HOW TO COMPLETE THIS TASK:
No line of the records may be dropped; print them all again exactly.

*** DATA TO EXAMINE Section Begins ***

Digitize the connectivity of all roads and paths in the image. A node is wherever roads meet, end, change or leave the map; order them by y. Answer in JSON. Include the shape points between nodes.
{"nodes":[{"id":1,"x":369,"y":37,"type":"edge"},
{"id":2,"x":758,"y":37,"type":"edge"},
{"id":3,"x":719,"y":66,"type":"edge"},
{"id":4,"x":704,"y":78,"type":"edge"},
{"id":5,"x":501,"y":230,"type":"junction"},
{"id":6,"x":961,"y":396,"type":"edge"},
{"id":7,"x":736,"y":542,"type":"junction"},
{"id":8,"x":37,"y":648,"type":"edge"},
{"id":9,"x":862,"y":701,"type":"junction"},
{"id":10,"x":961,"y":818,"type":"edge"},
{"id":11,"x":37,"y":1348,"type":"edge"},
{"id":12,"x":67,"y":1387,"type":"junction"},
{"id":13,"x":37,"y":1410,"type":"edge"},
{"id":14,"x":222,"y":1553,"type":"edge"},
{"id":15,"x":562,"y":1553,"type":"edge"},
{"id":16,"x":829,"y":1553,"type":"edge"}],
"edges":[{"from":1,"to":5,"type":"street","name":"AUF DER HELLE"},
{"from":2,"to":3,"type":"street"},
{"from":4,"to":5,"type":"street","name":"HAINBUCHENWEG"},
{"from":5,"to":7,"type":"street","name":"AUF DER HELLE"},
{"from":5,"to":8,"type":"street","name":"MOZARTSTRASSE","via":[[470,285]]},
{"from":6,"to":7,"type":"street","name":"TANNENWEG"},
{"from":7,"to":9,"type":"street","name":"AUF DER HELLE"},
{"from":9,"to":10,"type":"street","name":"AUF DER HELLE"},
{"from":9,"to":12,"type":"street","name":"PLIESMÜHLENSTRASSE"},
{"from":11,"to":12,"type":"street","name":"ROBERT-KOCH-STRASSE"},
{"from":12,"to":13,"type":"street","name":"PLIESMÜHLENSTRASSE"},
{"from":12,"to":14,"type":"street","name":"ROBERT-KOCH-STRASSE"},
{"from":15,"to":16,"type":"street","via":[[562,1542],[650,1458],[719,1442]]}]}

*** DATA TO EXAMINE Section Ends ***

OUTPUT:
Digitize the connectivity of all roads and paths in the image. A node is wherever roads meet, end, change or leave the map; order them by y. Answer in JSON. Include the shape points between nodes.
{"nodes":[{"id":1,"x":369,"y":37,"type":"edge"},
{"id":2,"x":758,"y":37,"type":"edge"},
{"id":3,"x":719,"y":66,"type":"edge"},
{"id":4,"x":704,"y":78,"type":"edge"},
{"id":5,"x":501,"y":230,"type":"junction"},
{"id":6,"x":961,"y":396,"type":"edge"},
{"id":7,"x":736,"y":542,"type":"junction"},
{"id":8,"x":37,"y":648,"type":"edge"},
{"id":9,"x":862,"y":701,"type":"junction"},
{"id":10,"x":961,"y":818,"type":"edge"},
{"id":11,"x":37,"y":1348,"type":"edge"},
{"id":12,"x":67,"y":1387,"type":"junction"},
{"id":13,"x":37,"y":1410,"type":"edge"},
{"id":14,"x":222,"y":1553,"type":"edge"},
{"id":15,"x":562,"y":1553,"type":"edge"},
{"id":16,"x":829,"y":1553,"type":"edge"}],
"edges":[{"from":1,"to":5,"type":"street","name":"AUF DER HELLE"},
{"from":2,"to":3,"type":"street"},
{"from":4,"to":5,"type":"street","name":"HAINBUCHENWEG"},
{"from":5,"to":7,"type":"street","name":"AUF DER HELLE"},
{"from":5,"to":8,"type":"street","name":"MOZARTSTRASSE","via":[[470,285]]},
{"from":6,"to":7,"type":"street","name":"TANNENWEG"},
{"from":7,"to":9,"type":"street","name":"AUF DER HELLE"},
{"from":9,"to":10,"type":"street","name":"AUF DER HELLE"},
{"from":9,"to":12,"type":"street","name":"PLIESMÜHLENSTRASSE"},
{"from":11,"to":12,"type":"street","name":"ROBERT-KOCH-STRASSE"},
{"from":12,"to":13,"type":"street","name":"PLIESMÜHLENSTRASSE"},
{"from":12,"to":14,"type":"street","name":"ROBERT-KOCH-STRASSE"},
{"from":15,"to":16,"type":"street","via":[[562,1542],[650,1458],[719,1442]]}]}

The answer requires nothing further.